Испугавшись этой злюки, Ирена хотела было уйти, но Друскат крепко держал ее за руку. Кеттнер оказался среди крестьян единственным, кому днем уже довелось разговаривать с Друскатом в конторе кооператива. Он отодвинул свой стул, грузно поднялся и смущенно сказал:
«Минуточку! Да это же Друскат, новый председатель с женой».
Фрау Цизениц бросило в жар, лицо ее вздулось и покраснело:
«Святая Мария, откуда же мне знать», — перекрестившись, сказала она.
«Ничего, ничего».
Друскат подошел поближе и в знак приветствия постучал костяшками пальцев по столу.
«Так мы можем присоединиться?»
Фрау Цизениц с поспешностью, на какую она была только способна, вскочила со стула и вперевалку направилась к шкафу, чтобы достать два прибора. Кеттнер притащил стулья, все потеснились, точно стадо перед грозой, и Друскаты сели. Они сидели за столом обособленно, праздник был нарушен, разговоры как-то сами собой прекратились, и никто больше не смеялся. Нависло тягостное молчание. Они разглядывали друг друга, крестьяне и чета Друскатов, и, кажется, не чувствовали при этом никакой взаимной симпатии. Одни от смущения покашливали, другие, лишь бы что-то сказать, говорили «да», третьи отвечали «вот так-то».
Друскату не хотелось в первый же вечер идти на пирушку, но Ирена настояла. Она ужасно давно не бывала на людях, да и неудобно отказываться от приглашения. В конце концов, чтобы угодить Ирене, он согласился. И вот теперь испытывал неловкость, чувствовал настороженное отношение к себе и знал, что молчать ему нельзя и придется снова разыгрывать оптимиста. Несколько дней назад он поступил так же в присутствии Гомоллы. Итак, вперед! Изобразив на лице дружескую ухмылку, он вдруг хлопнул в ладоши, правда слишком уж громко и весело, и сказал:
«У вас тут прямо как на свадьбе!»
Оглядев собравшихся, он, казалось, удивился, не обнаружив среди них молодоженов.
«А где же невеста? — поинтересовался он. — Ну да не беда, за столом и так сплошь красотки».

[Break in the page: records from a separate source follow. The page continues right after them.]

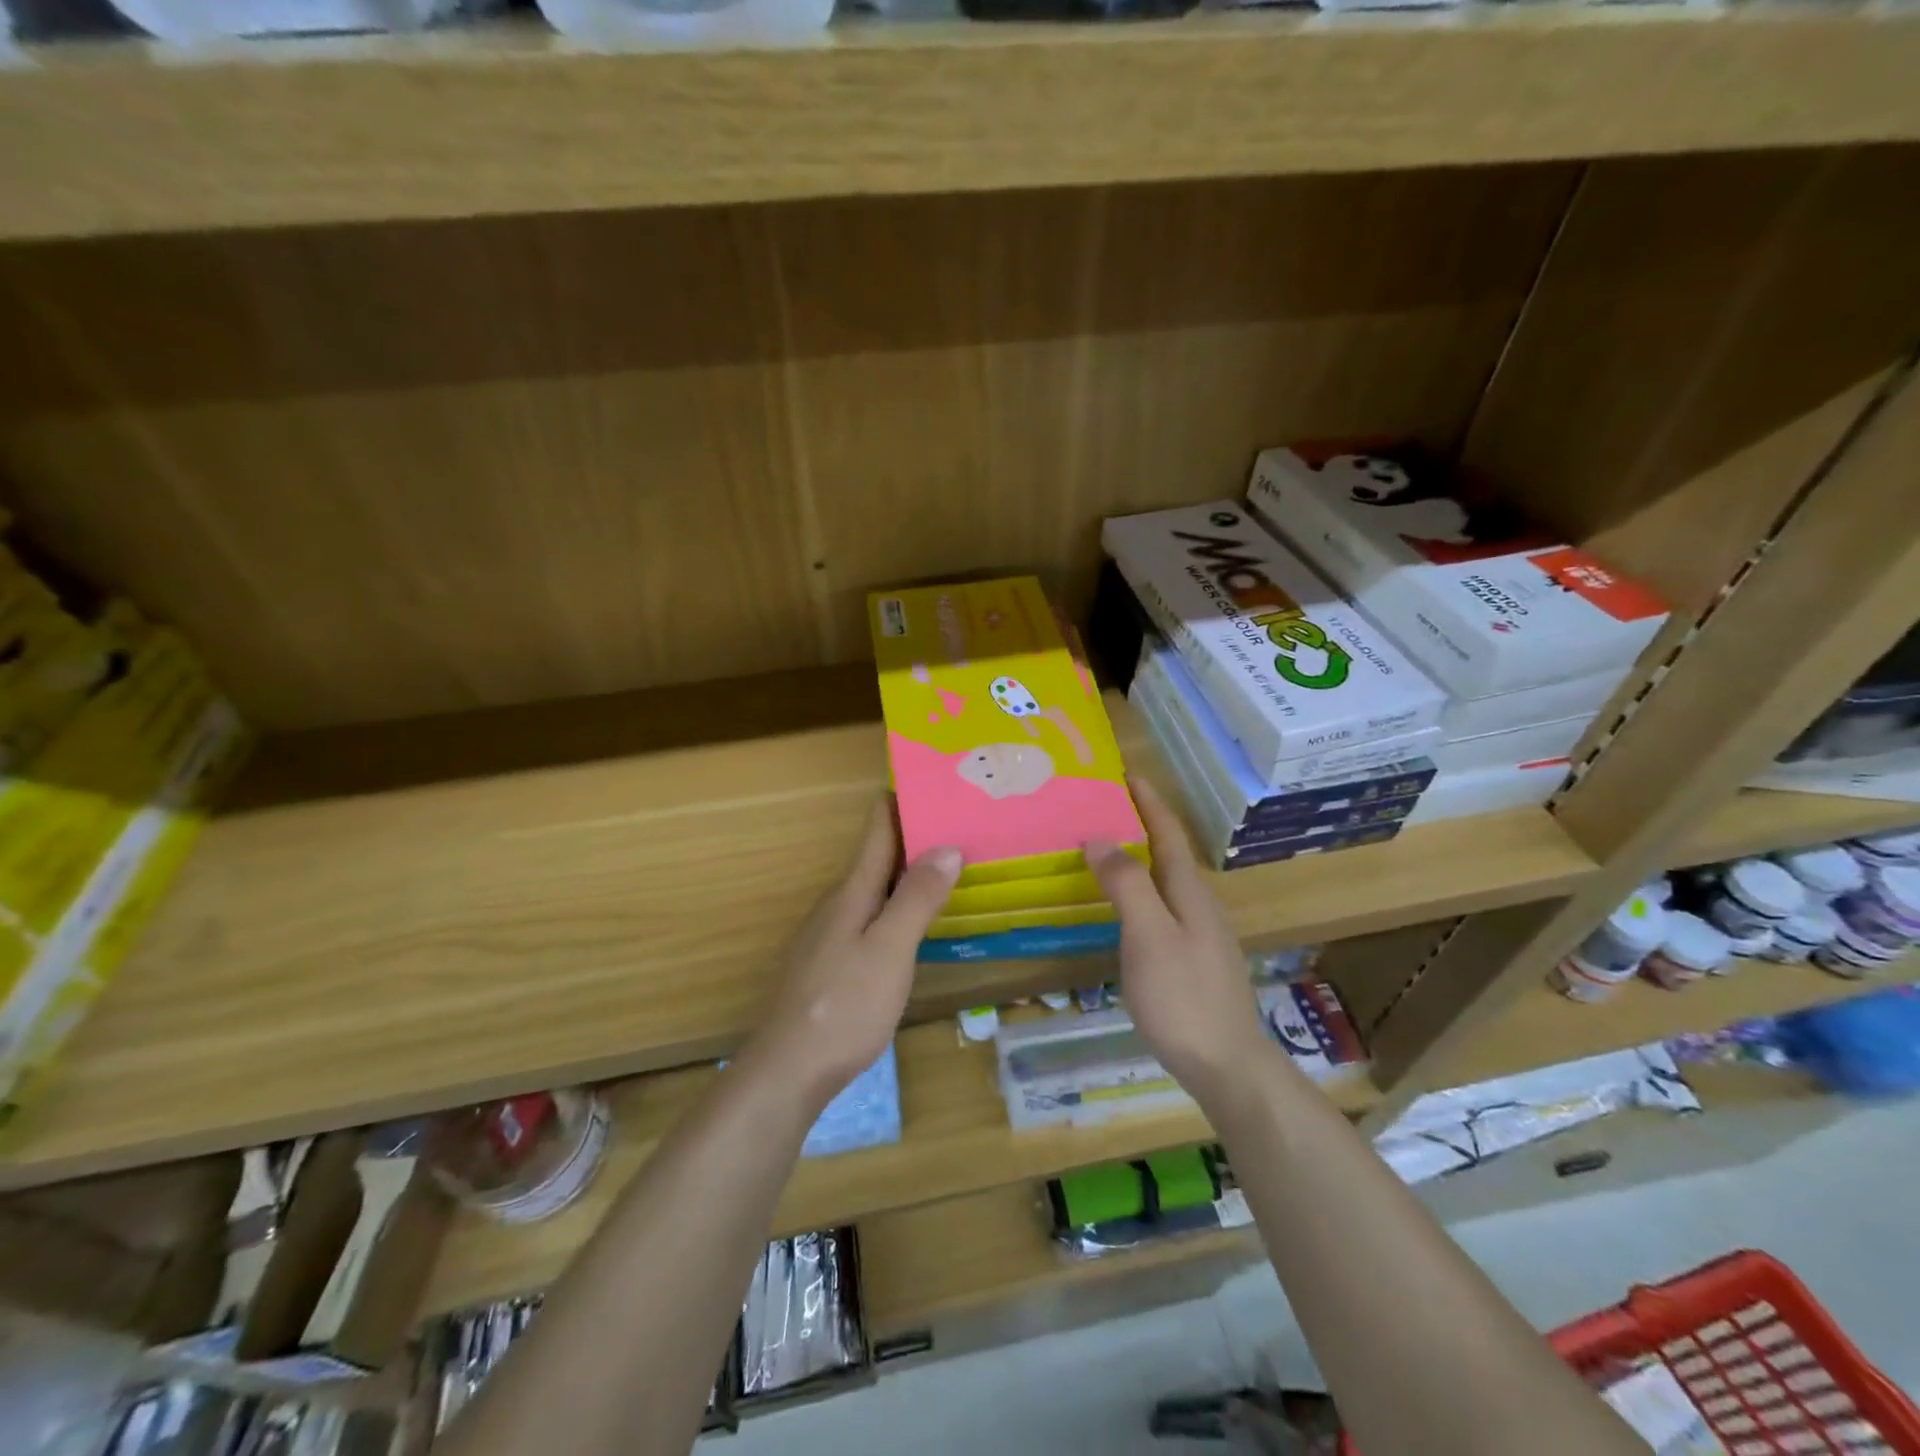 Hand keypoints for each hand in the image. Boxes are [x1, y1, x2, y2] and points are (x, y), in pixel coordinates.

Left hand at [744, 798, 960, 1109]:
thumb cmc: (845, 1004)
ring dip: (908, 875)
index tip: (934, 782)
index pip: (877, 829)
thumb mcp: (891, 949)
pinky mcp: (829, 963)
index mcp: (851, 891)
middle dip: (915, 838)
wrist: (788, 1070)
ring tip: (949, 870)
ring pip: (874, 890)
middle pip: (877, 857)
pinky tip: (915, 926)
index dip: (901, 801)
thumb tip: (946, 845)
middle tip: (961, 826)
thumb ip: (917, 898)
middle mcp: (837, 904)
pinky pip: (869, 918)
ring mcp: (829, 935)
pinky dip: (896, 908)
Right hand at [1085, 777, 1266, 1105]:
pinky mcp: (1193, 960)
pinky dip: (1140, 891)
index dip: (1149, 802)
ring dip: (1139, 858)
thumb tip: (1099, 837)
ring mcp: (1200, 935)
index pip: (1168, 833)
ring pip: (1166, 882)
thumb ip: (1126, 884)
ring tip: (1106, 849)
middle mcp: (1199, 905)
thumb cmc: (1183, 997)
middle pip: (1169, 853)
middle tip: (1104, 808)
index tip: (1127, 773)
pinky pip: (1162, 908)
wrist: (1227, 1066)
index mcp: (1190, 892)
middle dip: (1141, 825)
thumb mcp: (1149, 936)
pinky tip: (1123, 908)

Тут некоторые женщины смущенно прикрыли рты ладошками и захихикали: как мало нужно человеку, чтобы почувствовать себя счастливым. Одна только фрау Цизениц уловила в комплименте Друската какой-то подвох, как видно, она трезво оценивала собственную внешность, хотя на всякий случай ощупала свою неряшливо заплетенную косу, теперь уже растрепавшуюся, и недружелюбно уставилась на председателя.

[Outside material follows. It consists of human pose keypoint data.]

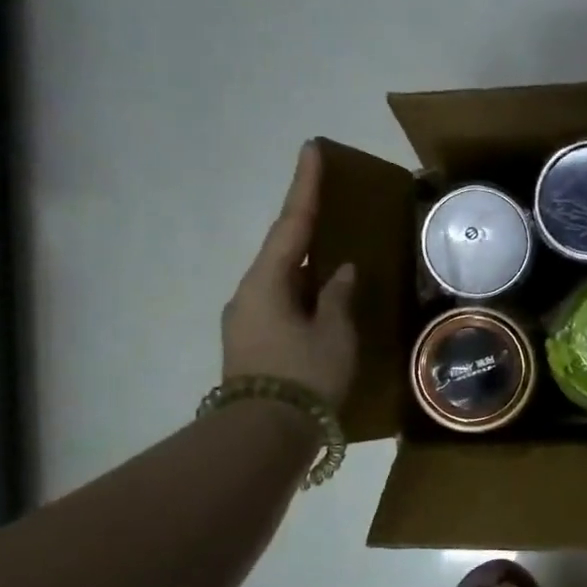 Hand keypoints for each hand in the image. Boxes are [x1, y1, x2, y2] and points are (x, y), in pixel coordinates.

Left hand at [221, 142, 357, 407]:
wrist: (264, 436)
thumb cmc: (305, 377)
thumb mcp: (334, 334)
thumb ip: (338, 297)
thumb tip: (339, 272)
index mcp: (267, 282)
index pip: (292, 224)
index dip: (305, 187)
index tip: (311, 149)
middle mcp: (250, 294)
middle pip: (282, 250)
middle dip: (307, 228)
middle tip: (332, 206)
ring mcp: (246, 320)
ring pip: (282, 280)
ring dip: (307, 267)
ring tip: (335, 259)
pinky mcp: (252, 344)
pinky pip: (281, 304)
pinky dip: (303, 294)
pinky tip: (323, 302) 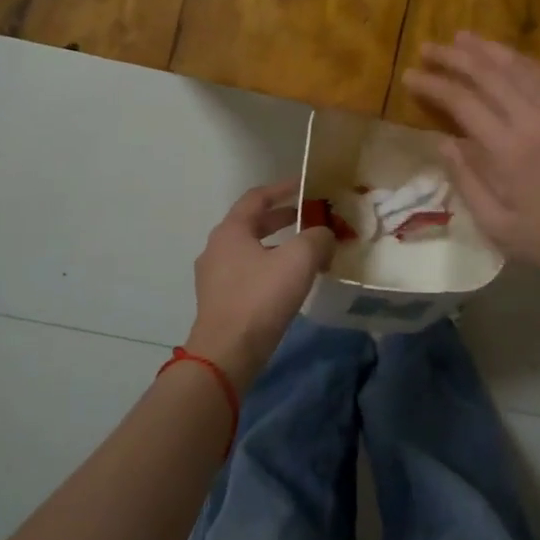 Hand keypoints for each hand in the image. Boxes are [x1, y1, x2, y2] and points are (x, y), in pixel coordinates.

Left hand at [187, 180, 336, 389]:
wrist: (226, 354)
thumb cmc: (260, 298)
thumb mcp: (299, 260)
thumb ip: (317, 238)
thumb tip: (324, 235)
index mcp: (231, 230)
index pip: (258, 197)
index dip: (284, 188)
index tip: (307, 185)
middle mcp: (217, 248)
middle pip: (253, 223)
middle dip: (283, 218)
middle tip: (310, 217)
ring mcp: (215, 277)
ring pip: (251, 250)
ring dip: (278, 245)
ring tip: (306, 252)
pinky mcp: (220, 301)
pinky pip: (248, 273)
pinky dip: (270, 267)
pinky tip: (290, 282)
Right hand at [401, 33, 539, 288]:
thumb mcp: (497, 225)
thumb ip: (466, 180)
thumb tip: (443, 142)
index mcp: (508, 150)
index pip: (462, 102)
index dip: (433, 85)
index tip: (409, 75)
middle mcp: (532, 119)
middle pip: (487, 74)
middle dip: (453, 57)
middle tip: (427, 48)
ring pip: (517, 66)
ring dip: (485, 49)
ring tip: (459, 38)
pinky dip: (519, 59)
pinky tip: (504, 55)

Ирена познакомила мужа с фрау Мальке, Бернингер, Грот и Хинцпетер, толстуха хозяйка представилась сама: ее, мол, зовут Цизениц с парома. Затем женщины по примеру Ирены стали представлять своих мужей. И было очень смешно, когда они просто говорили:
«Это мой».
Они произносили эти слова со скромной гордостью или смущенным шепотом: все зависело от состояния, в котором пребывал представляемый. Кое-кто из мужчин, к сожалению, уже хватил через край. Цизениц, например, следил за церемонией знакомства, уже слегка обалдев и вытаращив глаза. С недовольством заметив это, его половина яростно схватила тщедушного муженька за шиворот и под дружный хохот гостей стащила со стула.

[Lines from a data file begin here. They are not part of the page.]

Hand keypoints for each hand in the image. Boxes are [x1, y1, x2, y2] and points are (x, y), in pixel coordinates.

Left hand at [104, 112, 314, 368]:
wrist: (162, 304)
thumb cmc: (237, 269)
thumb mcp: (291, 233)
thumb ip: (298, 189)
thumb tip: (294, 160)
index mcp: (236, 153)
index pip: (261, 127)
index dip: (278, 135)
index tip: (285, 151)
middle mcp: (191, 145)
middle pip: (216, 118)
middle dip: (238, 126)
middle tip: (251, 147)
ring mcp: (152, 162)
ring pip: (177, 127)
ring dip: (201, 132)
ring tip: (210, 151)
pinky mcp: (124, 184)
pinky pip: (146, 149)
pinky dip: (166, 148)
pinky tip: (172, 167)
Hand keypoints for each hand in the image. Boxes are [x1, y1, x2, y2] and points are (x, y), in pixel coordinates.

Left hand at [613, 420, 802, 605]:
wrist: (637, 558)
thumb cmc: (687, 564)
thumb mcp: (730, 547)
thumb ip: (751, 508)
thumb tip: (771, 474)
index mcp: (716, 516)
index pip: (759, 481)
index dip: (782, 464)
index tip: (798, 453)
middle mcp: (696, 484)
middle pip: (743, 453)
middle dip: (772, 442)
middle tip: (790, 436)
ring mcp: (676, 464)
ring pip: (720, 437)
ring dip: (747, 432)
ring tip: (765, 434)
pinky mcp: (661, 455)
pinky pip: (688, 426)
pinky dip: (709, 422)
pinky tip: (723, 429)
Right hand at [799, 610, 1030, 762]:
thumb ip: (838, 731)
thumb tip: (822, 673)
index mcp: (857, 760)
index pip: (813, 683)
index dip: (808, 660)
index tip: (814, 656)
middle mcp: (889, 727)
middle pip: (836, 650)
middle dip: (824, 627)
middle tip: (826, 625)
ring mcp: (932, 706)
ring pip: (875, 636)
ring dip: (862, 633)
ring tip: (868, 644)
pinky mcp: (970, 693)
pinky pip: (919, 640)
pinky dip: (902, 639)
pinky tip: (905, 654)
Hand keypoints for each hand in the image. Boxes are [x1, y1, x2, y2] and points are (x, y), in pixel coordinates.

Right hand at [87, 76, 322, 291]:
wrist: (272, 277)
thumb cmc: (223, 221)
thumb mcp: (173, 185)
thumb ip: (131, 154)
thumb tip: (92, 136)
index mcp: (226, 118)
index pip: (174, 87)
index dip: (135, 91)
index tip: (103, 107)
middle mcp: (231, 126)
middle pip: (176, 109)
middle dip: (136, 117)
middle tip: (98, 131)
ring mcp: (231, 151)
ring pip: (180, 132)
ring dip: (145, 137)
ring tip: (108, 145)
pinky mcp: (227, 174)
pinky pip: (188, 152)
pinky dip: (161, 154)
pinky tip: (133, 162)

«А это мой, — горько воскликнула она. — Ах, с каким бы удовольствием я его поменяла!»
При упоминании об обмене Цизениц протестующе задергался на вытянутой руке своей супруги. Он тоже с удовольствием поменялся бы, пропищал Цизениц, сию же минуту. Фрау Цизениц саркастически захохотала и крикнула:
«Ах ты, сморчок сушеный! Да кому ты нужен?»
Она бросила Цизеница и подхватила поднос с жарким. Обессилел ее супруг, жаловалась она, не помогает и то, что она такая прекрасная кулинарка. Пожалуйста, пусть господин председатель и его супруга сами убедятся. И, обратившись к гостям, она воскликнула:
«Прошу угощаться!»
Ей не пришлось повторять дважды. Гости, напуганные появлением председателя, теперь словно почувствовали, что все улажено. Зельма Цизениц отделалась шуткой, председатель от души посмеялся, стало быть, можно как следует приналечь на еду. Первое время слышны были лишь аппетитное чавканье, стоны наслаждения и скрежет ножей и вилок. При этом особенно усердствовали женщины, в присутствии Друскатов им хотелось как можно изящнее обращаться с приборами, что, правда, давалось не без усилий. На какое-то время видны были лишь жующие челюсти да склоненные над тарелками головы.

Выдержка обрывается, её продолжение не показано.